Collected data:

=== Section Start ===

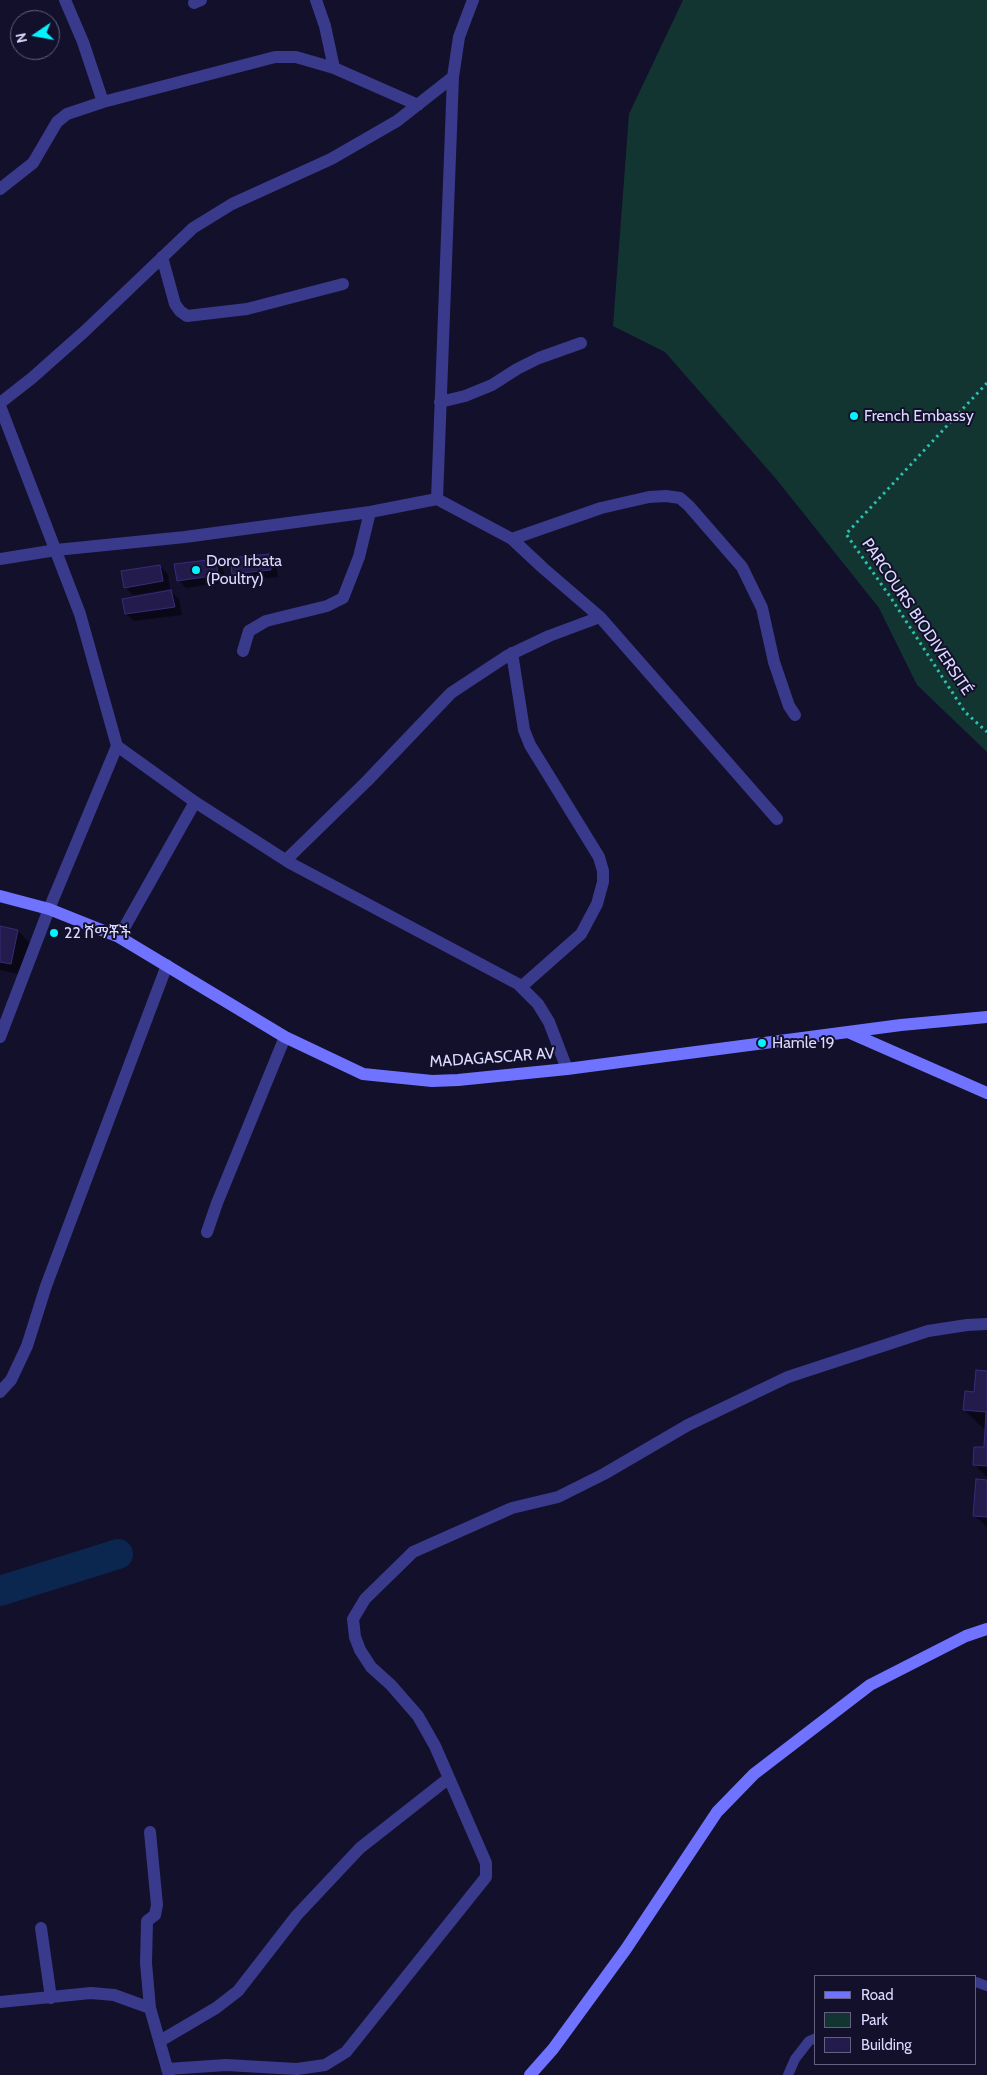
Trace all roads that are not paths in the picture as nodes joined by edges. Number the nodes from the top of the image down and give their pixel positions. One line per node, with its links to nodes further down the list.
1 (65, 0): 6 (street)
2 (316, 0): 4 (street)
3 (473, 0): 5 (street)
4 (334, 68): 6 (street); 7 (street)
5 (452, 77): 7 (street); 12 (street)
6 (103, 102): 8 (street)
7 (418, 105): 9 (street)
8 (0, 189)
9 (162, 257): 10 (street); 13 (street)
10 (344, 284)
11 (581, 343): 12 (street)
12 (440, 402): 14 (street)
13 (0, 405): 17 (street)
14 (437, 499): 15 (street); 16 (street)
15 (370, 512): 17 (street); 20 (street)
16 (512, 538): 19 (street); 22 (street)
17 (56, 550): 18 (street); 23 (street)
18 (0, 559)
19 (600, 617): 21 (street); 25 (street)
20 (243, 651)
21 (512, 653): 26 (street); 31 (street)
22 (795, 716)
23 (117, 746): 24 (street); 28 (street)
24 (195, 802): 26 (street); 29 (street)
25 (777, 819)
26 (286, 860): 31 (street)
27 (0, 896): 28 (main road, MADAGASCAR AV)
28 (49, 909): 29 (main road, MADAGASCAR AV); 34 (street)
29 (119, 937): 30 (main road, MADAGASCAR AV)
30 (168, 965): 35 (main road, MADAGASCAR AV); 40 (street)
31 (521, 987): 36 (street)
32 (987, 1017): 33 (main road, MADAGASCAR AV)
33 (848, 1032): 36 (main road, MADAGASCAR AV); 37 (main road)
34 (0, 1037)
35 (285, 1037): 36 (main road, MADAGASCAR AV); 38 (street)
36 (568, 1069)
37 (987, 1094)
38 (207, 1232)
39 (987, 1324): 42 (street)
40 (0, 1392)
41 (987, 1629): 52 (main road)
42 (449, 1778): 49 (street); 50 (street)
43 (150, 1832): 47 (street)
44 (40, 1928): 45 (street)
45 (51, 1998): 46 (street); 47 (street)
46 (0, 2002)
47 (150, 2008): 49 (street)
48 (814, 2039): 53 (lane)
49 (160, 2040): 51 (street)
50 (250, 2070): 51 (street)
51 (168, 2072)
52 (530, 2075)
53 (788, 2075)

=== Section End ===

Required work - Would you please print the entries once more, word for word, minus the pictures?

Answer to the problem -
Trace all roads that are not paths in the picture as nodes joined by edges. Number the nodes from the top of the image down and give their pixel positions. One line per node, with its links to nodes further down the list.
1 (65, 0): 6 (street)
2 (316, 0): 4 (street)
3 (473, 0): 5 (street)
4 (334, 68): 6 (street); 7 (street)
5 (452, 77): 7 (street); 12 (street)
6 (103, 102): 8 (street)
7 (418, 105): 9 (street)
8 (0, 189)
9 (162, 257): 10 (street); 13 (street)
10 (344, 284)
11 (581, 343): 12 (street)
12 (440, 402): 14 (street)
13 (0, 405): 17 (street)
14 (437, 499): 15 (street); 16 (street)
15 (370, 512): 17 (street); 20 (street)
16 (512, 538): 19 (street); 22 (street)
17 (56, 550): 18 (street); 23 (street)
18 (0, 559)
19 (600, 617): 21 (street); 25 (street)
20 (243, 651)
21 (512, 653): 26 (street); 31 (street)
22 (795, 716)
23 (117, 746): 24 (street); 28 (street)
24 (195, 802): 26 (street); 29 (street)
25 (777, 819)
26 (286, 860): 31 (street)
27 (0, 896): 28 (main road, MADAGASCAR AV)
28 (49, 909): 29 (main road, MADAGASCAR AV); 34 (street)
29 (119, 937): 30 (main road, MADAGASCAR AV)
30 (168, 965): 35 (main road, MADAGASCAR AV); 40 (street)
31 (521, 987): 36 (street)
32 (987, 1017): 33 (main road, MADAGASCAR AV)
33 (848, 1032): 36 (main road, MADAGASCAR AV); 37 (main road)
34 (0, 1037)
35 (285, 1037): 36 (main road, MADAGASCAR AV); 38 (street)
36 (568, 1069)
37 (987, 1094)
38 (207, 1232)
39 (987, 1324): 42 (street)
40 (0, 1392)
41 (987, 1629): 52 (main road)
42 (449, 1778): 49 (street); 50 (street)
43 (150, 1832): 47 (street)
44 (40, 1928): 45 (street)
45 (51, 1998): 46 (street); 47 (street)
46 (0, 2002)
47 (150, 2008): 49 (street)
48 (814, 2039): 53 (lane)
49 (160, 2040): 51 (street)
50 (250, 2070): 51 (street)
51 (168, 2072)
52 (530, 2075)
53 (788, 2075)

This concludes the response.